**SOURCE MATERIAL:**
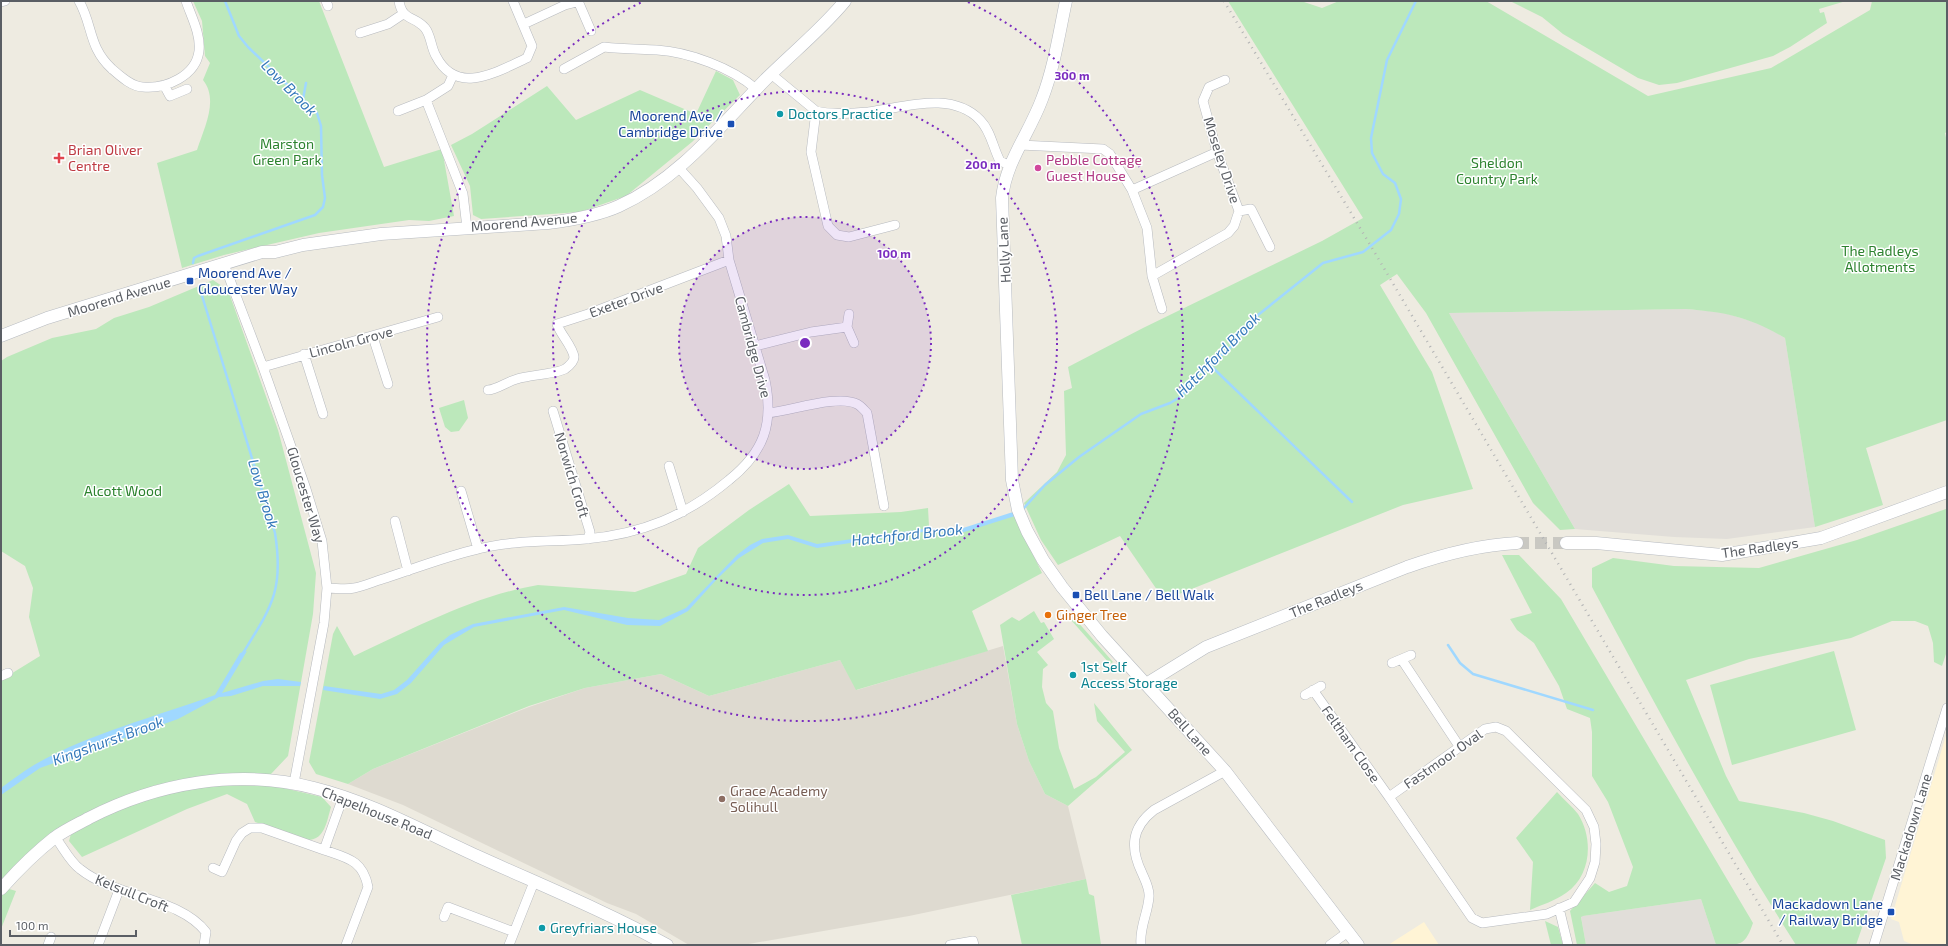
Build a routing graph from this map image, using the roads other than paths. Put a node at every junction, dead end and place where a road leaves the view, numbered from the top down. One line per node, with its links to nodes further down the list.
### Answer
1 (5, 1): 8 (street)
2 (79, 1): 18 (street)
3 (186, 1): 18 (street)
4 (399, 1): 10 (street)
5 (513, 1): 11 (street)
6 (846, 1): 15 (street, Moorend Avenue)
7 (1066, 1): 24 (street, Holly Lane)
8 (1, 2)
9 (577, 2): 11 (street); 12 (street)
10 (403, 14): 13 (street); 16 (street)
11 (524, 24): 16 (street)
12 (591, 31)
13 (360, 33)
14 (564, 69): 20 (street)
15 (771, 74): 20 (street, Moorend Avenue); 23 (street)
16 (453, 75): 21 (street)
17 (1225, 80): 25 (street, Moseley Drive)
18 (164, 85): 19 (street)
19 (187, 89)
20 (756, 89): 27 (street, Moorend Avenue)
21 (426, 100): 22 (street); 31 (street)
22 (398, 111)
23 (816, 111): 26 (street); 30 (street)
24 (1020, 145): 26 (street, Holly Lane); 28 (street)
25 (1217, 152): 28 (street); 29 (street, Moseley Drive)
26 (1009, 165): 56 (street, Holly Lane)
27 (679, 168): 31 (street, Moorend Avenue); 33 (street, Cambridge Drive)
28 (1132, 190): 35 (street)
29 (1239, 211): 32 (street); 35 (street, Moseley Drive)
30 (895, 225)
31 (467, 228): 34 (street, Moorend Avenue)
32 (1270, 247)
33 (730, 260): 43 (street, Cambridge Drive); 47 (street, Exeter Drive)
34 (224, 264): 40 (street, Moorend Avenue); 45 (street, Gloucester Way)
35 (1152, 276): 36 (street)
36 (1162, 309)
37 (849, 314): 39 (street)
38 (438, 317): 41 (street, Lincoln Grove)
39 (847, 327): 42 (street); 43 (street)
40 (1, 336)
41 (373, 337): 44 (street, Lincoln Grove); 46 (street)
42 (854, 343)
43 (755, 346): 49 (street, Cambridge Drive)
44 (304, 354): 45 (street, Lincoln Grove); 50 (street)
45 (263, 367): 63 (street, Gloucester Way)
46 (388, 384)
47 (488, 390)
48 (552, 411): 58 (street, Norwich Croft)
49 (768, 413): 54 (street); 55 (street, Cambridge Drive)
50 (323, 414)
51 (669, 466): 55 (street)
52 (461, 491): 61 (street)
53 (1947, 492): 60 (street, The Radleys)
54 (884, 506)
55 (683, 512): 58 (street, Cambridge Drive)
56 (1020, 515): 67 (street, Bell Lane)
57 (395, 521): 62 (street)
58 (588, 539): 61 (street, Cambridge Drive)
59 (1517, 543): 67 (street, The Radleys)
60 (1566, 543)
61 (478, 549): 62 (street, Cambridge Drive)
62 (408, 571): 63 (street, Cambridge Drive)
63 (327, 588): 72 (street, Gloucester Way)
64 (1411, 655): 65 (street)
65 (1402, 660): 66 (street); 70 (street)
66 (1392, 662)
67 (1146, 684): 71 (street, Bell Lane)
68 (1313, 690): 74 (street, Feltham Close)
69 (1947, 708): 96 (street, Mackadown Lane)
70 (1459, 746): 74 (street, Fastmoor Oval); 81 (street, Fastmoor Oval)
71 (1225, 771): 84 (street, Bell Lane); 92 (street)
72 (294, 784): 73 (street, Chapelhouse Road); 75 (street, Chapelhouse Road)
73 (343, 797): 76 (street); 78 (street, Chapelhouse Road)
74 (1389, 797): 81 (street, Fastmoor Oval)
75 (55, 837): 79 (street, Chapelhouse Road); 80 (street, Kelsull Croft)
76 (324, 850): 77 (street); 87 (street)
77 (213, 868)
78 (534, 882): 83 (street); 89 (street, Chapelhouse Road)
79 (1, 889)
80 (119, 890): 85 (street); 86 (street, Kelsull Croft)
81 (1559, 908): 95 (street)
82 (444, 917): 83 (street)
83 (514, 932): 88 (street)
84 (1348, 932): 93 (street); 94 (street, Bell Lane)
85 (98, 945)
86 (204, 945)
87 (346, 945)
88 (509, 945)
89 (667, 945)
90 (950, 945): 91 (street)
91 (974, 945)
92 (1140, 945)
93 (1330, 945)
94 (1358, 945)
95 (1568, 945)
96 (1874, 945)

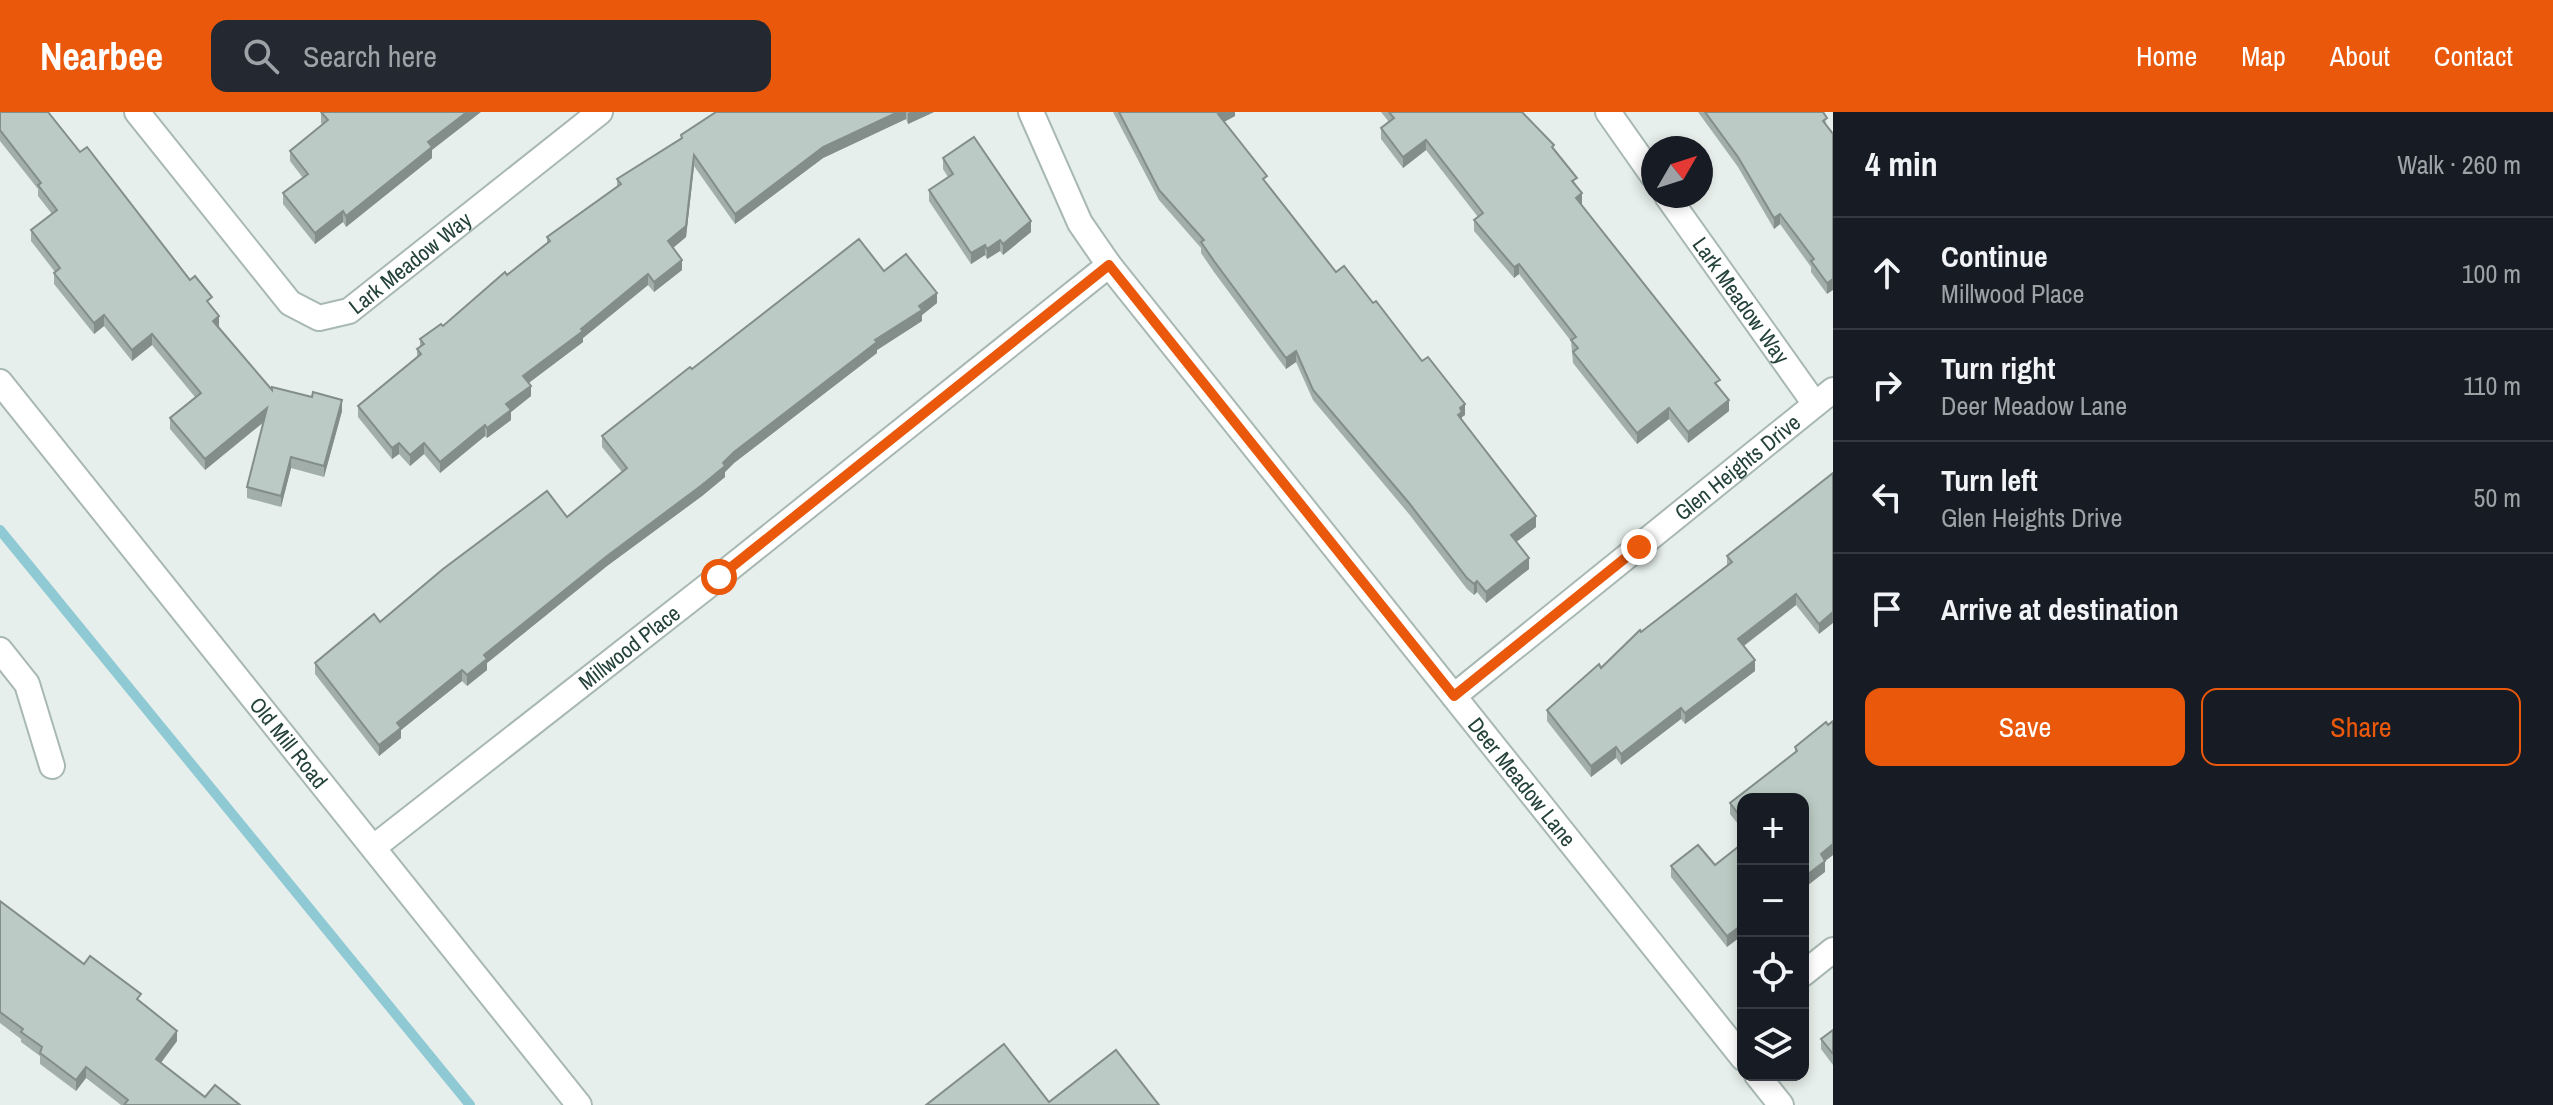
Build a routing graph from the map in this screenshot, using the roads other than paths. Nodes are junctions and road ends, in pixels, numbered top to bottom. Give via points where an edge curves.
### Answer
1 (137, 112) edge
2 (600, 112) edge
3 (1031, 112) edge
4 (1608, 112) edge
5 (1641, 159) edge
6 (1676, 208) edge
7 (1109, 265) junction
8 (0, 382) edge
9 (1824, 397) edge
10 (0, 650) edge
11 (1454, 696) junction
12 (52, 766) dead end
13 (374, 847) junction
14 (1833, 950) edge
15 (1809, 969) edge
16 (1734, 1029) edge
17 (1762, 1081) edge
18 (579, 1105) edge
19 (1781, 1105) edge

1 - 2 street, Lark Meadow Way via 290,303 319,318 349,311
3 - 7 street, Deer Meadow Lane via 1080,223
4 - 5 street
6 - 9 street, Lark Meadow Way
7 - 11 street, Deer Meadow Lane
7 - 13 street, Millwood Place
8 - 13 street, Old Mill Road
9 - 11 street, Glen Heights Drive
10 - 12 street via 27,684
11 - 16 street, Deer Meadow Lane
13 - 18 street, Old Mill Road
14 - 15 street
17 - 19 street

**WHAT NEEDS TO BE DONE:** Find each line in the data above with the word "Grove", then copy it.

**TASK ANSWER:**
38 (438, 317): 41 (street, Lincoln Grove)
41 (373, 337): 44 (street, Lincoln Grove); 46 (street)
44 (304, 354): 45 (street, Lincoln Grove); 50 (street)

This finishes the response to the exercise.